Между тем Смит уже прибыл по вызову. Ему все объяснили.

Брюс и Лоуренс Олифант внесли экземпляры ультиматума. Документ, предназначенный для отправки в Кантон, был развернут перед послом. На толстой китайской бумаге высшего сорта, похожей на шелковую ткань, каллиграфически написаны столбцы иероглифов. Свиток ультиматума будет положен в круглый футляр со шнурками и золотыми кистями и переправлен адмиралу на эскадру для передачи в Кантон на имя Е.

Боуринг сказал, что верительные грамоты, рекомендующие как чрезвычайных послов и полномочных министров графа Элгина и барона Гро, будут готовы к утру следующего дня.

Смит пришел в тюрьму при гарнизоне. В камере сидели на корточках трое китайцев, играя в кости.

– Morning, мистер Ашунг, – обратился к одному из них Смит. – Come with mе[50].

Нестарый серьезный китаец хорошего сложения, в коротких английских усиках, обвел глазами камеру и своих товарищей по несчастью, словно прощаясь. Этот джентльмен и писатель сидел с простолюдинами и нашел с ними общий язык. С часу на час он ожидал суда и немедленного исполнения приговора.

– Вы больше не вернетесь в эту камеру, – подтвердил Смит, догадываясь о его состоянии и подбавляя масла в огонь, как это умеют делать люди его профессии.

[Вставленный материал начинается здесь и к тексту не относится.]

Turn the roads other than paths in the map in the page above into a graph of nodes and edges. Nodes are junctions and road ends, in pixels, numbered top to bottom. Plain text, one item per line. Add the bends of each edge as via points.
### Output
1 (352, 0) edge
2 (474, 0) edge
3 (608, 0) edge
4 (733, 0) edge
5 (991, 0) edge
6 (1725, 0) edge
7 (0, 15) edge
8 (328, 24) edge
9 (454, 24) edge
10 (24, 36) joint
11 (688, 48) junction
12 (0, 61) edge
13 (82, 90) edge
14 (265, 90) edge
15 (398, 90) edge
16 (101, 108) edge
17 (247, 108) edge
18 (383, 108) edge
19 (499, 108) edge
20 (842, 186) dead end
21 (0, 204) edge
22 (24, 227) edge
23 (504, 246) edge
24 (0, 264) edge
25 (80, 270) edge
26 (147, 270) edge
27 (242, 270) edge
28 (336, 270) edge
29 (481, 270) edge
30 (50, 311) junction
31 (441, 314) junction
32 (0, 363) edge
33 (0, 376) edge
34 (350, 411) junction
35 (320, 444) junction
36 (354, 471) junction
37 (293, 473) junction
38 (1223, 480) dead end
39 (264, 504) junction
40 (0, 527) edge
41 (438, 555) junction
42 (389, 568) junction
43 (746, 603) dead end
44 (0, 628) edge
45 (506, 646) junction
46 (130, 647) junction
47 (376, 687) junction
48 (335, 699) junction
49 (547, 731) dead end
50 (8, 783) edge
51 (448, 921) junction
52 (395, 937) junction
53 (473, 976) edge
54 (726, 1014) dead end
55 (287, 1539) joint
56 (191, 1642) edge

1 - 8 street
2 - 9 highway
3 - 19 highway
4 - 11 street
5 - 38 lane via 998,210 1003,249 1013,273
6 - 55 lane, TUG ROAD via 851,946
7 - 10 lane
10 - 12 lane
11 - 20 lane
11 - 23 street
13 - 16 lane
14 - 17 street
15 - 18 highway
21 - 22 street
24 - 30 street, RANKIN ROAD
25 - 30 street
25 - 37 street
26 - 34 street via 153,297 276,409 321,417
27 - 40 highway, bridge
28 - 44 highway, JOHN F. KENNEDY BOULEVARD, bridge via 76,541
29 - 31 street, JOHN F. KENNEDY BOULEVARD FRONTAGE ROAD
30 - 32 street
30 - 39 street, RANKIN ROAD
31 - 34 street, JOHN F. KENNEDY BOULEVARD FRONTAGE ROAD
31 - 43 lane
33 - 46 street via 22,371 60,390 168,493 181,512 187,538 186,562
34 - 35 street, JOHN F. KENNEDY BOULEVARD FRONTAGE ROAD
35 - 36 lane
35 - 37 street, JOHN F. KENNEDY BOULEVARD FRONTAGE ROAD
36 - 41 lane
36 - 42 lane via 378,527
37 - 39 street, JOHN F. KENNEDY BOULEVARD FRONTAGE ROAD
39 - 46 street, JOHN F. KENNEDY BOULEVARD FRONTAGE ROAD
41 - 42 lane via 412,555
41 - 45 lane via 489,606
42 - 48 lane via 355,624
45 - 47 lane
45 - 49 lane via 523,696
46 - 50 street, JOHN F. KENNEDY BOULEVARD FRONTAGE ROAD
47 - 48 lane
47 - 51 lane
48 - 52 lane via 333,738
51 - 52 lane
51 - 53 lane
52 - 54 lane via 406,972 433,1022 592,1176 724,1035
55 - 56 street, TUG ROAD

Капитан и шпион вышли из тюрьмы и прошли по аллее в штаб-квартиру посла. В отдельной комнате, где не было никаких картин и лишних предметов, Смит объяснил Ашунгу суть поручения, которое на него возлагается. Как известный человек пера и персона высокого интеллектуализма, а также как шпион китайского правительства, которому Е Минь Жень не может не верить, он должен отправляться в Кантон и явиться в ямынь с дипломатическим поручением, чтобы лично в руки вице-короля вручить верительные грамоты западных послов в Китае, в виде писем сэра Джона Боуринга.

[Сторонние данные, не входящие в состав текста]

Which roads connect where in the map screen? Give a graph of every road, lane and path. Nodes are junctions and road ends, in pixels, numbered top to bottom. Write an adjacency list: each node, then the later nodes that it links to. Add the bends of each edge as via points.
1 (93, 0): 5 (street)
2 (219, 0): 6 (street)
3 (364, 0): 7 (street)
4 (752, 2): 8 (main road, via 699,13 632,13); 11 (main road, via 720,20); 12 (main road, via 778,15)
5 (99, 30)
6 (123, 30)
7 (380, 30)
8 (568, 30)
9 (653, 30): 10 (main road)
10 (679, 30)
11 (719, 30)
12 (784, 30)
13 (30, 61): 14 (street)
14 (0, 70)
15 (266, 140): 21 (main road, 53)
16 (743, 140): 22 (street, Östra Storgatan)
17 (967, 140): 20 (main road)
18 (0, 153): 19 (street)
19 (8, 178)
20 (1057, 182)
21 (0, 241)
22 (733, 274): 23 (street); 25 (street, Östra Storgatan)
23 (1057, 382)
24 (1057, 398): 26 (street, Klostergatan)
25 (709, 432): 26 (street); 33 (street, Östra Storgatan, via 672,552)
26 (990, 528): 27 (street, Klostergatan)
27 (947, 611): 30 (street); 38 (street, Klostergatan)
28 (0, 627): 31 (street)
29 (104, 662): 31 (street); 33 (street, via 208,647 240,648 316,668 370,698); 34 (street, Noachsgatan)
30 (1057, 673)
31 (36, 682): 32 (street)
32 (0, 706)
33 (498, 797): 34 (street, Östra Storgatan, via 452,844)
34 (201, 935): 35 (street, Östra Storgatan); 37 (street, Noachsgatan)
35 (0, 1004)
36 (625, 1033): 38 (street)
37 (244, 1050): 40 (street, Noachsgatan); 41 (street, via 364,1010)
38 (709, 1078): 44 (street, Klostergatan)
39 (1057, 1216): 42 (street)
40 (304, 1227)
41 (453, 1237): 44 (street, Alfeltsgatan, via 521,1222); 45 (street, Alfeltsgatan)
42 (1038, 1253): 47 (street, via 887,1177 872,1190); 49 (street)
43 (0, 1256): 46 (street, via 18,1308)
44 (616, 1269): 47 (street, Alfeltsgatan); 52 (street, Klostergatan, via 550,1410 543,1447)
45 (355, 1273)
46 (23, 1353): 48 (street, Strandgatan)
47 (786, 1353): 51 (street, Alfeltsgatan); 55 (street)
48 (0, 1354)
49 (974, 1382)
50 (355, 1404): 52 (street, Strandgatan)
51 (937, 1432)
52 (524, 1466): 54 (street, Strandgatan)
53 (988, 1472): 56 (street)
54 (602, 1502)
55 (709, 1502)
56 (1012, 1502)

Вместо виселицы! Освобождение и почетная должность! Кстати, Е должен немалые деньги Ашунгу. Возбуждая читателей против иностранцев своими сочинениями, Ашунг всегда признавал достоинства британских политиков. Постоянные подозрения, что собственное правительство отрежет ему голову, не покидало его и при известии о предоставлении свободы.

Когда-то, живя в Гуандуне, молодой Ашунг написал трактат против англичан. Поскольку он касался в нем государственных вопросов, без разрешения власти и без согласования с руководством, чиновники, узнав, чем занимается Ашунг, испугались за себя и вознамерились отобрать его бумаги и, конечно, срубили бы автору голову. Дело ясное, даже патриотические литературные сочинения не должны касаться важных аспектов политики и обнаруживать самостоятельность мышления. Благоразумные доводы в защиту собственного государства и народа, до которых не додумались высшие лица провинции, как и персоны в самом пекинском правительстве, являются дерзким и грубым разоблачением их неспособности заниматься делом, у которого они стоят, ради которого им все сходит с рук и разрешается глупеть.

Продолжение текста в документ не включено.